**Exercise prompt:**
Everything from the line that holds "pinky tip: (773, 555)" to the end of the entries below should be printed again, word for word, and nothing more.

**Input material:**

_ _ _ _ _ _ _

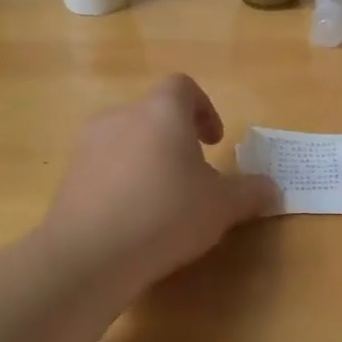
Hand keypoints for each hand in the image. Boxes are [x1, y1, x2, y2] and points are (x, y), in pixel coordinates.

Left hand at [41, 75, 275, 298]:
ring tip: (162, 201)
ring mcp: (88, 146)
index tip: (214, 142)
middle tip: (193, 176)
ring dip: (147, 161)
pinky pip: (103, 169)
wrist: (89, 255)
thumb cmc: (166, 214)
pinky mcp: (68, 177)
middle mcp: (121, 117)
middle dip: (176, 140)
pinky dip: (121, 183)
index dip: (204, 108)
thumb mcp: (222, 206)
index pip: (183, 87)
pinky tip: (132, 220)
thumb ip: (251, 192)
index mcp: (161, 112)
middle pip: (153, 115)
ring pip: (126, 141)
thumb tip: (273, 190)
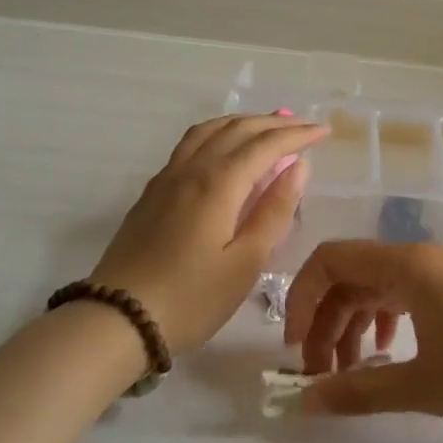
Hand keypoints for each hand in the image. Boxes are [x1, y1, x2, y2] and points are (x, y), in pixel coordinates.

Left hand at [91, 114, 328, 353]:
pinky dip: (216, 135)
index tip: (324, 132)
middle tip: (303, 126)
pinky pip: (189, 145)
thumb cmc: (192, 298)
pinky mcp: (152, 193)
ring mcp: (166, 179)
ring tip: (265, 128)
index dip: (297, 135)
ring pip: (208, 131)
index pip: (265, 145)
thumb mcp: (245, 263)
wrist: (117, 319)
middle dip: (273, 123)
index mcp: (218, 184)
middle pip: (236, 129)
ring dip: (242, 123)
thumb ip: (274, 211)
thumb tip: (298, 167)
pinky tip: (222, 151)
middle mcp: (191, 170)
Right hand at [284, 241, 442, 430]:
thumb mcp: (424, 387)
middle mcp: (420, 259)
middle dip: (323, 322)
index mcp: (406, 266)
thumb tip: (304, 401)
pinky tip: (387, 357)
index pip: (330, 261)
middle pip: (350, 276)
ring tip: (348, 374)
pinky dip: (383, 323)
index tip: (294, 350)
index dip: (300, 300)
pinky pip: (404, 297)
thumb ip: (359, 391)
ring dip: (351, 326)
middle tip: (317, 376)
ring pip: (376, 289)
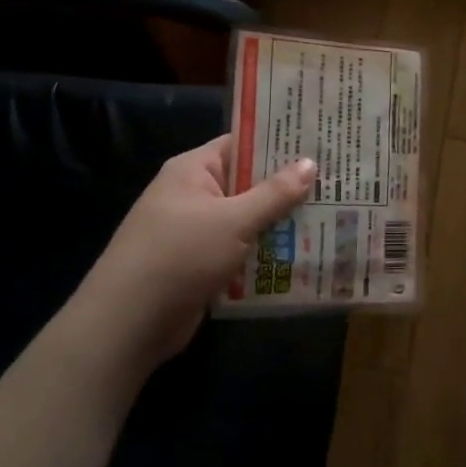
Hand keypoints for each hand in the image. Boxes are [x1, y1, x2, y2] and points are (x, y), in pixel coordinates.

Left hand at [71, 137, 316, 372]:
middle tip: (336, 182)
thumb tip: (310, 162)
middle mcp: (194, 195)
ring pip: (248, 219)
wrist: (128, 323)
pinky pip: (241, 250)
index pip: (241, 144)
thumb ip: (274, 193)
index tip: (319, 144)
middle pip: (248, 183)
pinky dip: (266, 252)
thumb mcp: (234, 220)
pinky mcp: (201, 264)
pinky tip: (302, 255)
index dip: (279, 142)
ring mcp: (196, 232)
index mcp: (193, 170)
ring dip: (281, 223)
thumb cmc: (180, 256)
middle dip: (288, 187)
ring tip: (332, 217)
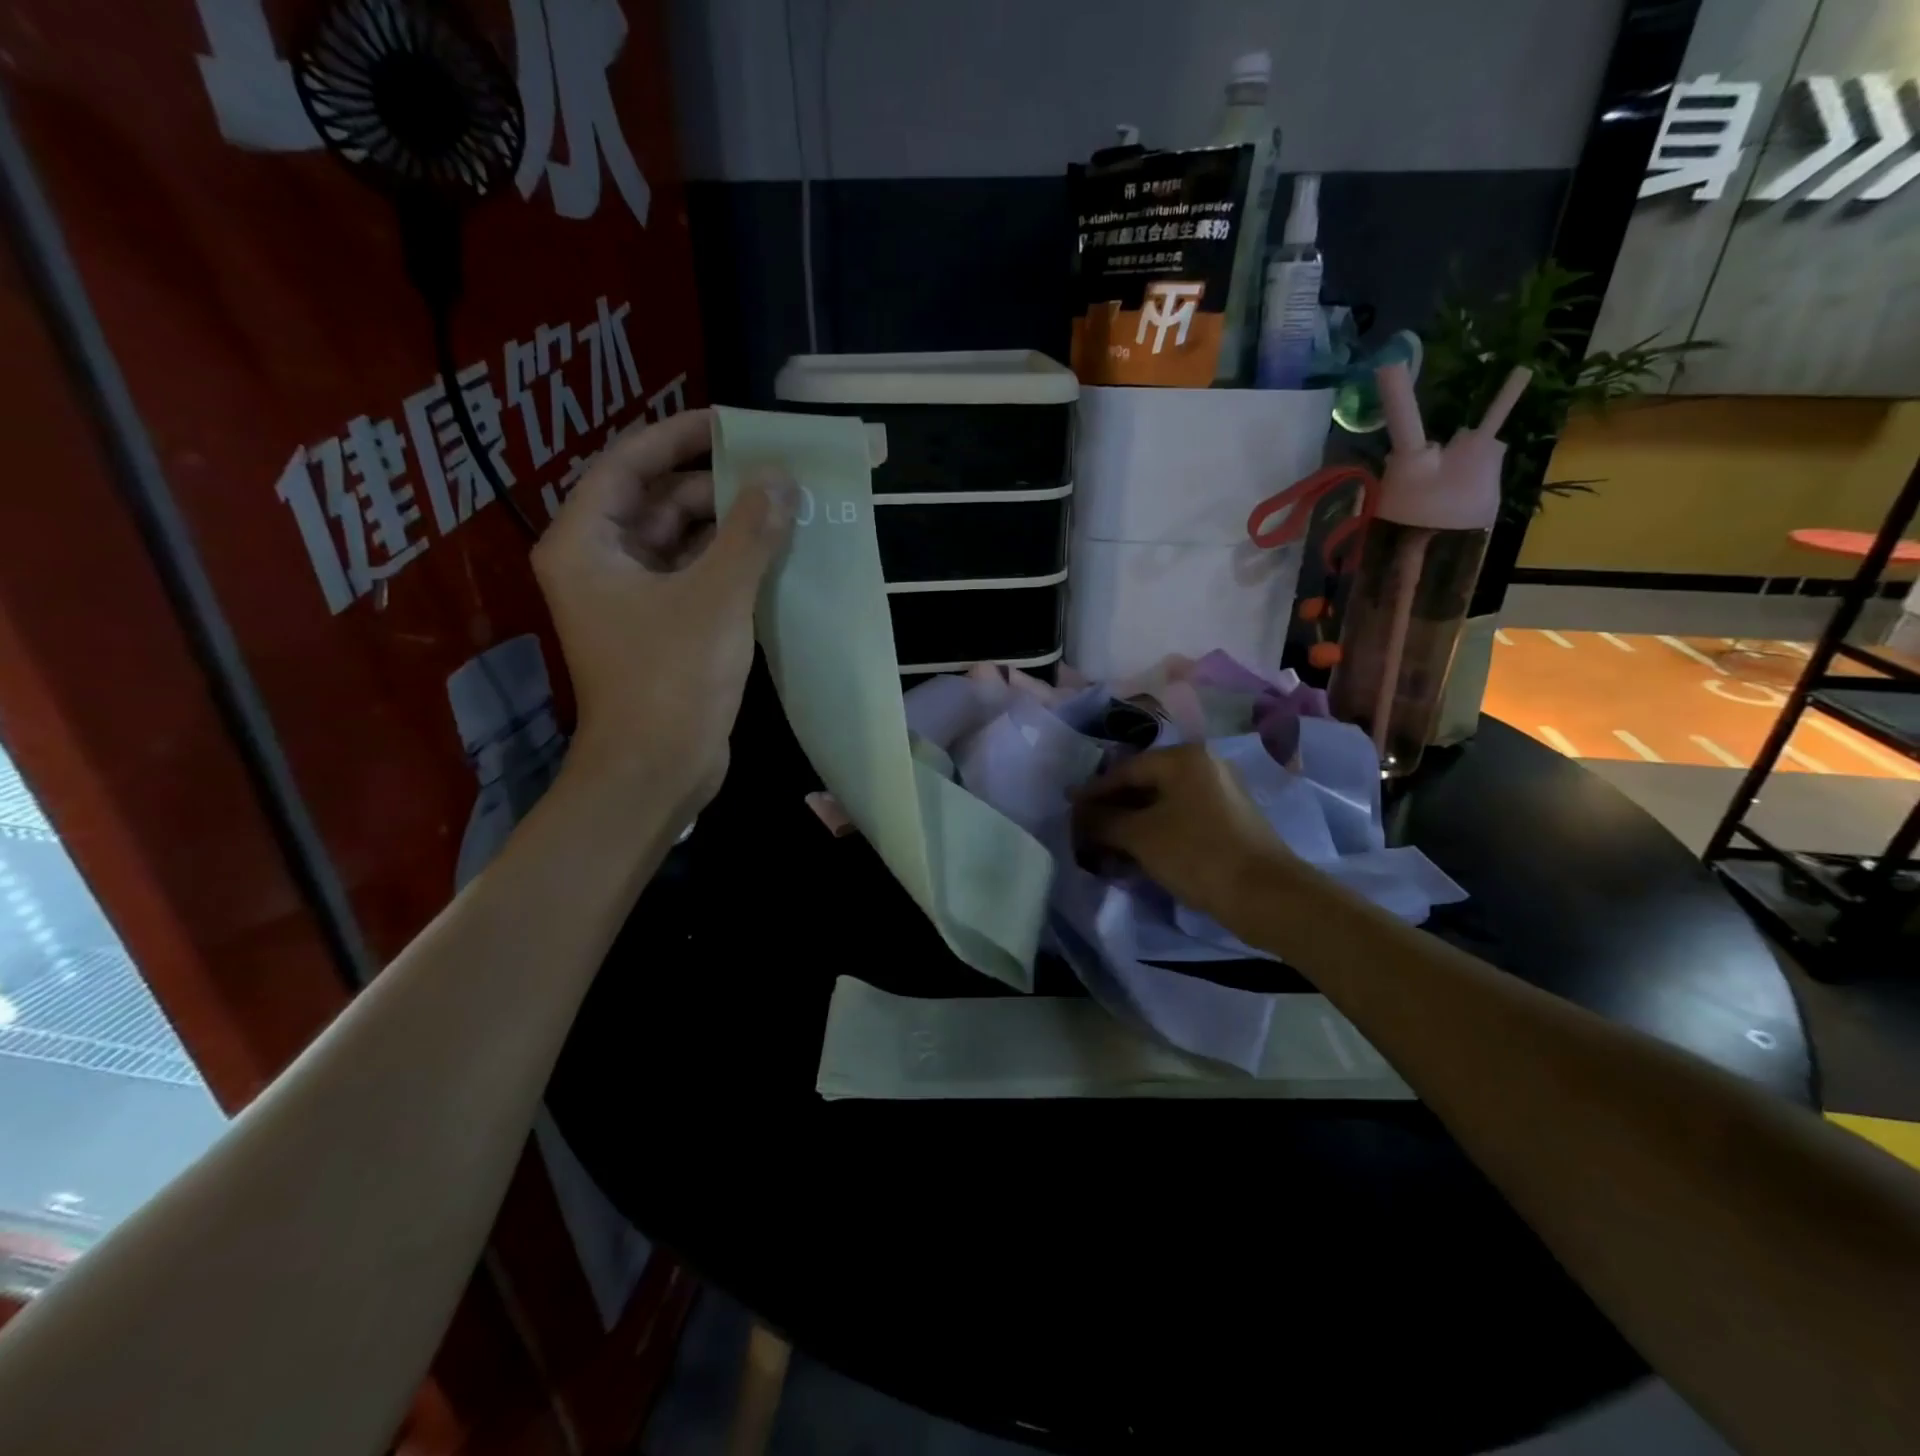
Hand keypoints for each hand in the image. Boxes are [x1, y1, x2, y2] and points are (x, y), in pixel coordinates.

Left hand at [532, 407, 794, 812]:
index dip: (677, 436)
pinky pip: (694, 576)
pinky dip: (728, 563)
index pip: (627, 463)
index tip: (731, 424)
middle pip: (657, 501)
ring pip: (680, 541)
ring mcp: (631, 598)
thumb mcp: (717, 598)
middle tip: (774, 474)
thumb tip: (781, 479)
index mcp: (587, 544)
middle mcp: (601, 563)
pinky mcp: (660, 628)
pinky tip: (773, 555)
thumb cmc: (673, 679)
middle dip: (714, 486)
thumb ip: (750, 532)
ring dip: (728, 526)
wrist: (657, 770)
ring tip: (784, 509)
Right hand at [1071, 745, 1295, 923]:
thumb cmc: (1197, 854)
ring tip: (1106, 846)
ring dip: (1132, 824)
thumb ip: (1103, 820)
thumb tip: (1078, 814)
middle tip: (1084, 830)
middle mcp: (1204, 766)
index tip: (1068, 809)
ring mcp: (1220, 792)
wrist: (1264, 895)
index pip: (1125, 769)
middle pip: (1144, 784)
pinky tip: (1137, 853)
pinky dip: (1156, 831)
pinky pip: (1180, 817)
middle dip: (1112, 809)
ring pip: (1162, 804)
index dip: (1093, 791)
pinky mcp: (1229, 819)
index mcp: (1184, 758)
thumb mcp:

_ _ _ _ _ _ _

**Your solution:**
pinky tip: (773, 555)
thumb cmc: (673, 679)
middle dip: (714, 486)
thumb ip: (750, 532)
ring dip: (728, 526)
wrist: (657, 770)
ring tip: (784, 509)
Right hand at [1071, 745, 1295, 923]:
thumb cmc: (1197, 854)
ring tip: (1106, 846)
ring dip: (1132, 824)
thumb ip: (1103, 820)
thumb tip: (1078, 814)
middle tip: (1084, 830)
middle mcp: (1204, 766)
index tip: (1068, 809)
ring mcp: (1220, 792)
wrist: (1264, 895)
index pip: (1125, 769)
middle pip: (1144, 784)
pinky tip: (1137, 853)
pinky dip: (1156, 831)
pinky pip: (1180, 817)
middle dip: (1112, 809)
ring pip: (1162, 804)
index dip: (1093, 791)
pinky mcp: (1229, 819)
index mcp: (1184, 758)
thumb mcp:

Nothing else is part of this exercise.